- _What to do_
Once the pictures are removed, return each record below exactly as written.

(Dataset items)
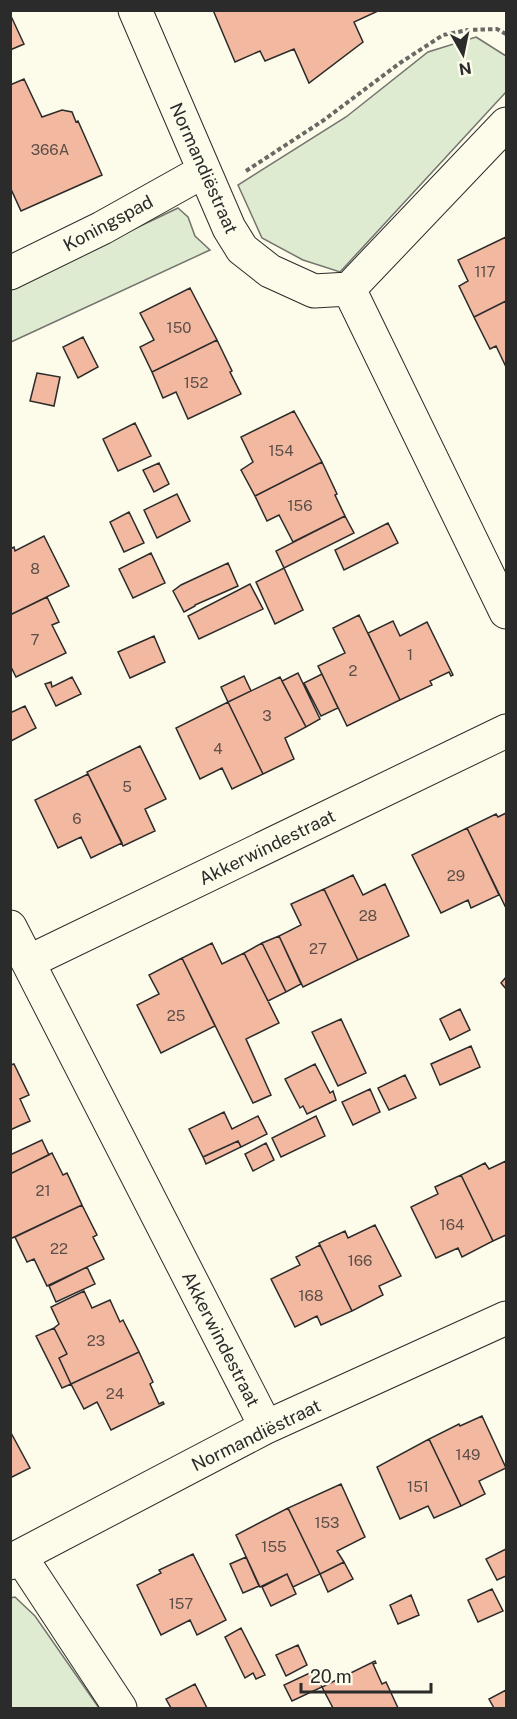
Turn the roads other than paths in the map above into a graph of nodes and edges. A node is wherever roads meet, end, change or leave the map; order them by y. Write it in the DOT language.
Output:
graph roads {
  1 [pos="135,10"];
  2 [pos="507,124"];
  3 [pos="208,182"];
  4 [pos="10,273"];
  5 [pos="349,289"];
  6 [pos="507,612"];
  7 [pos="507,731"];
  8 [pos="10,927"];
  9 [pos="28,962"];
  10 [pos="507,1318"];
  11 [pos="266,1427"];
  12 [pos="15,1560"];
  13 [pos="120,1708"];
  1 -- 3 [label="street, Normandiëstraat"];
  2 -- 5 [label="street"];
  3 -- 4 [label="street, Koningspad"];
  3 -- 5 [label="street, Normandiëstraat"];
  5 -- 6 [label="street"];
  7 -- 9 [label="street, Akkerwindestraat"];
  8 -- 9 [label="street, Akkerwindestraat"];
  9 -- 11 [label="street, Akkerwindestraat"];
  10 -- 11 [label="street, Normandiëstraat"];
  11 -- 12 [label="street, Normandiëstraat"];
  12 -- 13 [label="street"];
}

- _Output of the task_
Turn the roads other than paths in the map above into a graph of nodes and edges. A node is wherever roads meet, end, change or leave the map; order them by y. Write it in the DOT language.
Output:
graph roads {
  1 [pos="135,10"];
  2 [pos="507,124"];
  3 [pos="208,182"];
  4 [pos="10,273"];
  5 [pos="349,289"];
  6 [pos="507,612"];
  7 [pos="507,731"];
  8 [pos="10,927"];
  9 [pos="28,962"];
  10 [pos="507,1318"];
  11 [pos="266,1427"];
  12 [pos="15,1560"];
  13 [pos="120,1708"];
  1 -- 3 [label="street, Normandiëstraat"];
  2 -- 5 [label="street"];
  3 -- 4 [label="street, Koningspad"];
  3 -- 5 [label="street, Normandiëstraat"];
  5 -- 6 [label="street"];
  7 -- 9 [label="street, Akkerwindestraat"];
  8 -- 9 [label="street, Akkerwindestraat"];
  9 -- 11 [label="street, Akkerwindestraat"];
  10 -- 11 [label="street, Normandiëstraat"];
  11 -- 12 [label="street, Normandiëstraat"];
  12 -- 13 [label="street"];
}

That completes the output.